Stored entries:

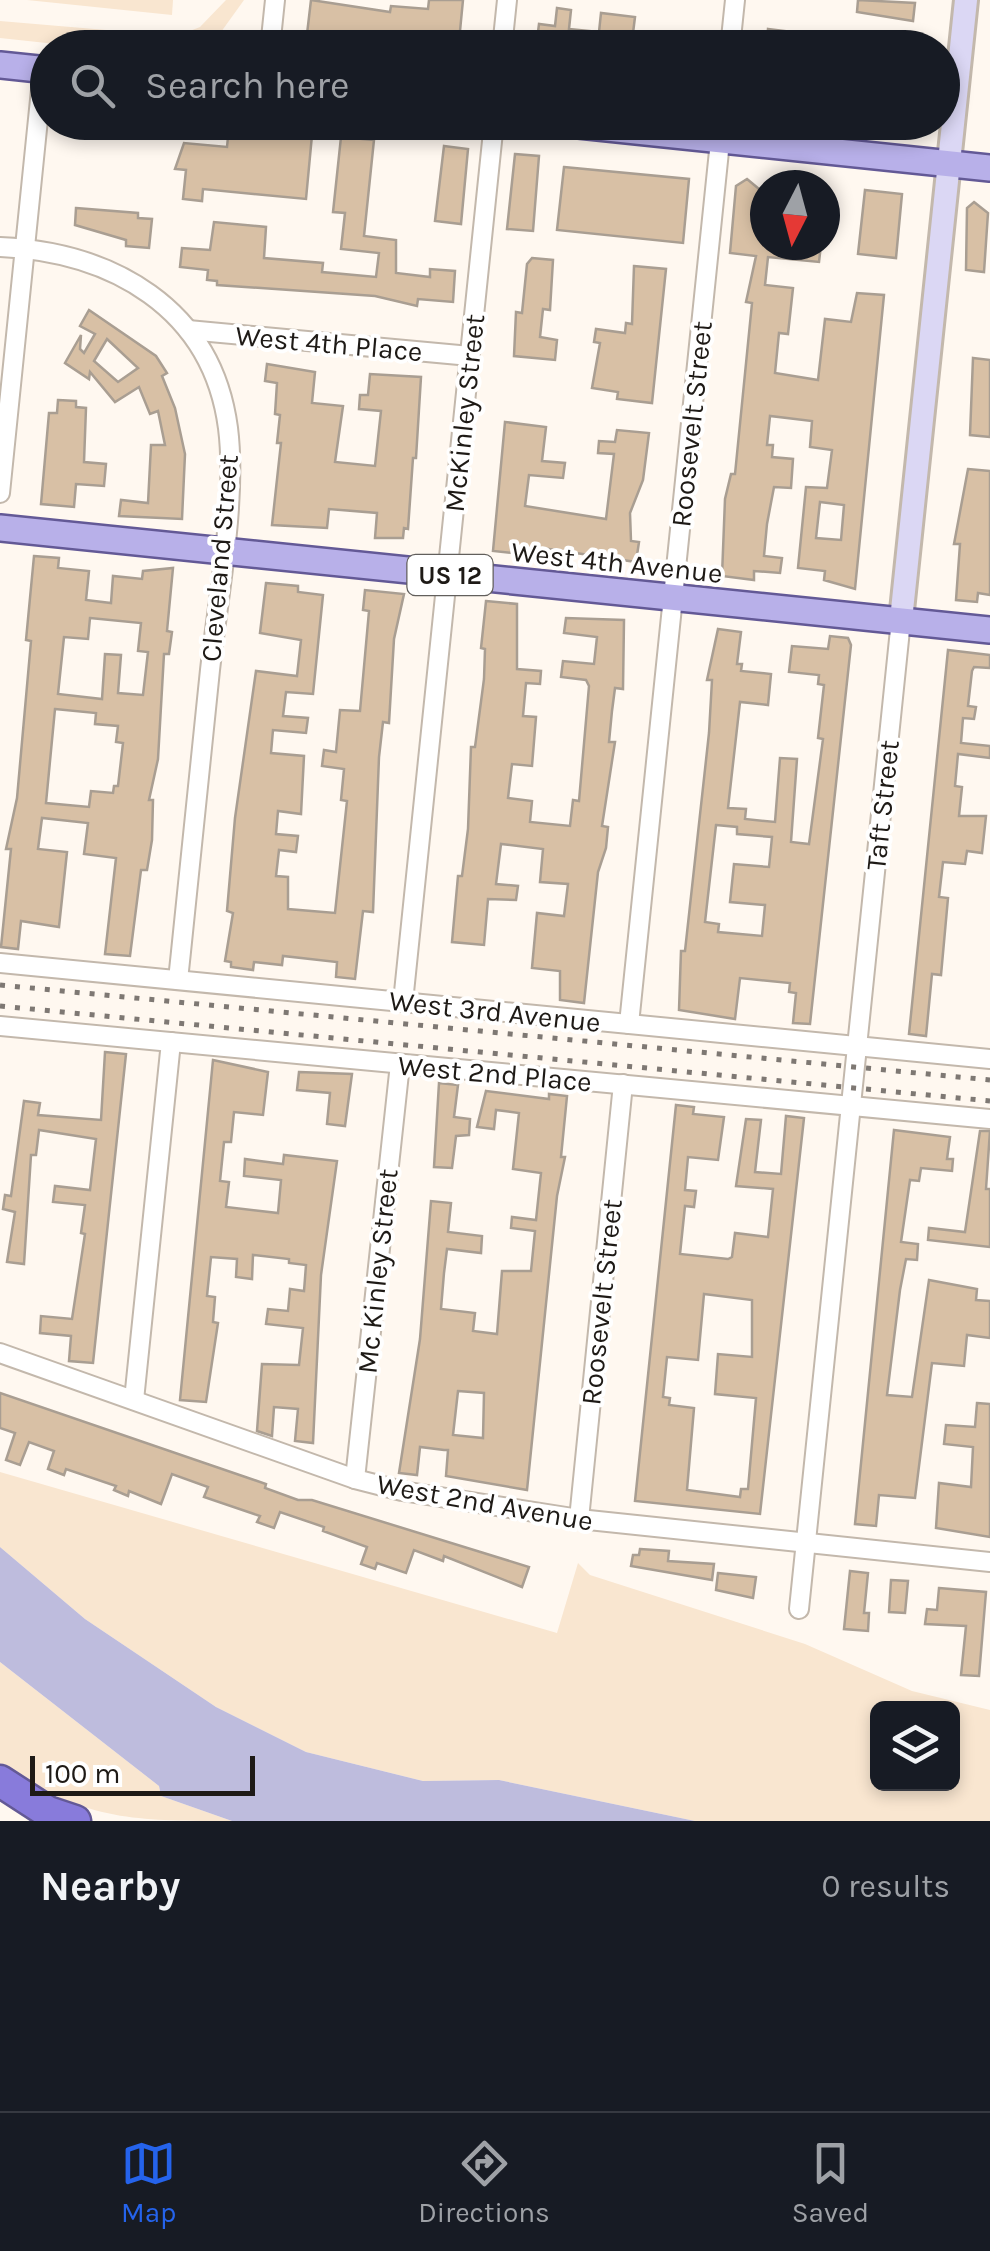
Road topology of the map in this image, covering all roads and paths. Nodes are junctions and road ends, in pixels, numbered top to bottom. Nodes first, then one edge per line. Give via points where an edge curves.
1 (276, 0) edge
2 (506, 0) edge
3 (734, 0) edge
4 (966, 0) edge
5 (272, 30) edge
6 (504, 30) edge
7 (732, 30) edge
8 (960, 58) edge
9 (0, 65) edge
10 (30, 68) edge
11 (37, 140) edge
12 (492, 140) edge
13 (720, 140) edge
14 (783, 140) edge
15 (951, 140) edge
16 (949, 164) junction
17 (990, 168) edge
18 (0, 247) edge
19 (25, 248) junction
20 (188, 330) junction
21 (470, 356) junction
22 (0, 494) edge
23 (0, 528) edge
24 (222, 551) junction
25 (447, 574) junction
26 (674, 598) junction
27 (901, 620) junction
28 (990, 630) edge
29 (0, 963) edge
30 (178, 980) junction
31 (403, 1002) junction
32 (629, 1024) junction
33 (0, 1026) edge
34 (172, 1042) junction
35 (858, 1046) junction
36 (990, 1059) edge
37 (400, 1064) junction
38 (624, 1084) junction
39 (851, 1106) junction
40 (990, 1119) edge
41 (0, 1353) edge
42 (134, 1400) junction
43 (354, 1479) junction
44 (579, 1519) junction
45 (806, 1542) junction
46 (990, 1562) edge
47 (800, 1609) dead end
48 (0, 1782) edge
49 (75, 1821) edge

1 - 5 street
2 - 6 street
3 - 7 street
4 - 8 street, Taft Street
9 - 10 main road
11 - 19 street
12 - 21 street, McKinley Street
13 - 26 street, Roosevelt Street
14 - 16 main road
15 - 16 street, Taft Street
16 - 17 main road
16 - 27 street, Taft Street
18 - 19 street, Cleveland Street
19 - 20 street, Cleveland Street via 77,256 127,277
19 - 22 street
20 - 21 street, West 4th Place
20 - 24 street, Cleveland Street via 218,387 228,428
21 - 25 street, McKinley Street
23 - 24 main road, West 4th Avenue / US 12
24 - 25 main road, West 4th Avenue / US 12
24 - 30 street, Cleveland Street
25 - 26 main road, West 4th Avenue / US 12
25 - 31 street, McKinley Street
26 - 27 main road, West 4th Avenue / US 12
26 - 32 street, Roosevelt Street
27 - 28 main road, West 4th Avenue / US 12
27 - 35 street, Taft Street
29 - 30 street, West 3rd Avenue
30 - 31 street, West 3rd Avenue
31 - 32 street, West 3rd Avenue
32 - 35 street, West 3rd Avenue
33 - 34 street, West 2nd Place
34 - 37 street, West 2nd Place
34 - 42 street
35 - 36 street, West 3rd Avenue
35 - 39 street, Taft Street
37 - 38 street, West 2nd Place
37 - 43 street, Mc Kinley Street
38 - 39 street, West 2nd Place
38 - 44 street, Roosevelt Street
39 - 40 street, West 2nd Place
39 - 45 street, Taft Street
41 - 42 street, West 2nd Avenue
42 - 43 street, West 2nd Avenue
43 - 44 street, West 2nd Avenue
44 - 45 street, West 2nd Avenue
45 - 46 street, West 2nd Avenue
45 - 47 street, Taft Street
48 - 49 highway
==
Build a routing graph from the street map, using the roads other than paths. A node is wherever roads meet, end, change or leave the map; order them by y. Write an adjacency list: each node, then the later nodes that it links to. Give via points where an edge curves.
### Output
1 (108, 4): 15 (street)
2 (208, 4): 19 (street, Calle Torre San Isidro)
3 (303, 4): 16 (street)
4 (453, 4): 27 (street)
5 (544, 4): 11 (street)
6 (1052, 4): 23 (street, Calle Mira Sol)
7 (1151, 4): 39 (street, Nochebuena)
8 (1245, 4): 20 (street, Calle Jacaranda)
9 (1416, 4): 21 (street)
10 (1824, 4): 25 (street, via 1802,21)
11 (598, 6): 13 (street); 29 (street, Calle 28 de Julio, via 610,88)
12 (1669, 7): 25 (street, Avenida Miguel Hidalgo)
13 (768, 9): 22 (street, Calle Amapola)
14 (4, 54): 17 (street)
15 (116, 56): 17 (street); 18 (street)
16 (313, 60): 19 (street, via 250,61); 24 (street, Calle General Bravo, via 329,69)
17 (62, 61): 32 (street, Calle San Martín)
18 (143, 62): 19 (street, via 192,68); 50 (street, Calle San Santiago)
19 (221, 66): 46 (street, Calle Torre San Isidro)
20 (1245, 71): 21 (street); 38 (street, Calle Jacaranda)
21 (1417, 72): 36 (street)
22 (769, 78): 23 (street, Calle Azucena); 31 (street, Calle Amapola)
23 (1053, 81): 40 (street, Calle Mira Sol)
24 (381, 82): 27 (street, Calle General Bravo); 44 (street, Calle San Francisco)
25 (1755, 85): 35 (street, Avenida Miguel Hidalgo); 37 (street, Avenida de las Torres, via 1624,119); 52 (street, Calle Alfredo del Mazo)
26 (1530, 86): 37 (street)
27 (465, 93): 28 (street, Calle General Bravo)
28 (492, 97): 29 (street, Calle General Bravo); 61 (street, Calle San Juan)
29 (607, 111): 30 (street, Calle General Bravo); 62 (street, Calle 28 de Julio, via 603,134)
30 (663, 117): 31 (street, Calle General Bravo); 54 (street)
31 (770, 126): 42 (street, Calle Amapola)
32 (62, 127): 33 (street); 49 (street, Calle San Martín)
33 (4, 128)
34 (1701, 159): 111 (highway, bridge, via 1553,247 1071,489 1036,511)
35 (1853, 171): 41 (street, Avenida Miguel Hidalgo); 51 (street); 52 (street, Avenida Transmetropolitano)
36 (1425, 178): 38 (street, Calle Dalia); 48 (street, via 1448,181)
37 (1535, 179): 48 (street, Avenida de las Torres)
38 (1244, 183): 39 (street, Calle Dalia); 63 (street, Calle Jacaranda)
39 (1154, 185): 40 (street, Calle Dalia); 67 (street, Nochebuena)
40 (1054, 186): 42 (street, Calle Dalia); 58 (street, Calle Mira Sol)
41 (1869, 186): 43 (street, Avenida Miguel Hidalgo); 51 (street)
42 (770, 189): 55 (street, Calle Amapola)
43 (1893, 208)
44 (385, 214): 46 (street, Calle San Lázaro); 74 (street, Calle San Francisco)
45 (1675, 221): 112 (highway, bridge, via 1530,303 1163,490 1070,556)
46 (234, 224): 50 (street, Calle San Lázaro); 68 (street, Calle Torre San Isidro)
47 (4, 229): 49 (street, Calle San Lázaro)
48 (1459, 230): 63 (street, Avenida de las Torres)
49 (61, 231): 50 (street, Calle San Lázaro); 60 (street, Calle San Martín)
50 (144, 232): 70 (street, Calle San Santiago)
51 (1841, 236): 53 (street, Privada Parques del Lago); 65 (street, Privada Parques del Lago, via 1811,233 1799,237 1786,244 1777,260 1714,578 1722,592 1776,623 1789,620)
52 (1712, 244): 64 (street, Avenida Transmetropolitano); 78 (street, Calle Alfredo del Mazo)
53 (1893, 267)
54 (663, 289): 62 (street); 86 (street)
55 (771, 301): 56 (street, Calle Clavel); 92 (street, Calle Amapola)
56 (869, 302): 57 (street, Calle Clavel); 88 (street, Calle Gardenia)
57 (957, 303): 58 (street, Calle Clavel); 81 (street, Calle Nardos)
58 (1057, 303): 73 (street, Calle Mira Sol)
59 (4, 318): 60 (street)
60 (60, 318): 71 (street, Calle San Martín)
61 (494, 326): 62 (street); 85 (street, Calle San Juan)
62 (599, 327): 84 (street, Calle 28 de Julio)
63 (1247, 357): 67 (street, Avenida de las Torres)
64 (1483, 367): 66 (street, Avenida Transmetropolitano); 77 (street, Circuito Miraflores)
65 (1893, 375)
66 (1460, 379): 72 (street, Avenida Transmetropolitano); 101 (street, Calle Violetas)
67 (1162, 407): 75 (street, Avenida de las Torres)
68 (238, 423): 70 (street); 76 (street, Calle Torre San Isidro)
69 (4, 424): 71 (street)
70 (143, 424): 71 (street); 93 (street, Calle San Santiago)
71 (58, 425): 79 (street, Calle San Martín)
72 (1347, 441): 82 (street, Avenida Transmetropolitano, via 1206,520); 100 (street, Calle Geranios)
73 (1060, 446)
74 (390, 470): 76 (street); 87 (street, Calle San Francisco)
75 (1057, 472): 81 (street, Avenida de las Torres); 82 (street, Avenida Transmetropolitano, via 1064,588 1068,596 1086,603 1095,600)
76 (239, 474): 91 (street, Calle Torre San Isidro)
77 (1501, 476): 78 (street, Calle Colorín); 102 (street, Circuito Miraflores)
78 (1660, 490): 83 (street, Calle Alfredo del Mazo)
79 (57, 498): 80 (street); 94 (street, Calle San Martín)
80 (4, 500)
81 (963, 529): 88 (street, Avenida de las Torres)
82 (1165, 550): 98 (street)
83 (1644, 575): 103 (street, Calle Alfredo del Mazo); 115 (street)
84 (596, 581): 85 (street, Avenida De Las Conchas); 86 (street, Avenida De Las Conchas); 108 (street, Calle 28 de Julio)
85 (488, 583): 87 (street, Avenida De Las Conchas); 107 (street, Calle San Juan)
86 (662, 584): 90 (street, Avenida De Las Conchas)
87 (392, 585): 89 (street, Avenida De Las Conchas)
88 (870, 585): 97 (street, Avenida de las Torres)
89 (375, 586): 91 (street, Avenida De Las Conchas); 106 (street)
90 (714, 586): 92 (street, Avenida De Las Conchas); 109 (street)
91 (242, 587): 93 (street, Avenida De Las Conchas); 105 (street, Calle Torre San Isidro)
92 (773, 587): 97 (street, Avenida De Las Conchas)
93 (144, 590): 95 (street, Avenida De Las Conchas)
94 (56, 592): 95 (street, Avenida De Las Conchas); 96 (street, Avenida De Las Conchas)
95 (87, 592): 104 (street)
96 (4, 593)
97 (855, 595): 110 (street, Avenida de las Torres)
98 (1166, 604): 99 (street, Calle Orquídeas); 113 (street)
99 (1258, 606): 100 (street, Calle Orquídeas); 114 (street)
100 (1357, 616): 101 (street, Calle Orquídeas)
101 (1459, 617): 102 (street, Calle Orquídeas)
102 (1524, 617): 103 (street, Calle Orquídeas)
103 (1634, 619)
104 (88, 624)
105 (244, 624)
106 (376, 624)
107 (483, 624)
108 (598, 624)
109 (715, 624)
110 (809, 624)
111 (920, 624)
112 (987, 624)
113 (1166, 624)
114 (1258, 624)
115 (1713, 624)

● PROBLEM TO WORK ON
Wherever the word "Transmetropolitano" appears in the entries above, copy that whole line.

● ANSWER SPACE
35 (1853, 171): 41 (street, Avenida Miguel Hidalgo); 51 (street); 52 (street, Avenida Transmetropolitano)
52 (1712, 244): 64 (street, Avenida Transmetropolitano); 78 (street, Calle Alfredo del Mazo)
64 (1483, 367): 66 (street, Avenida Transmetropolitano); 77 (street, Circuito Miraflores)
66 (1460, 379): 72 (street, Avenida Transmetropolitano); 101 (street, Calle Violetas)
72 (1347, 441): 82 (street, Avenida Transmetropolitano, via 1206,520); 100 (street, Calle Geranios)
75 (1057, 472): 81 (street, Avenida de las Torres); 82 (street, Avenida Transmetropolitano, via 1064,588 1068,596 1086,603 1095,600)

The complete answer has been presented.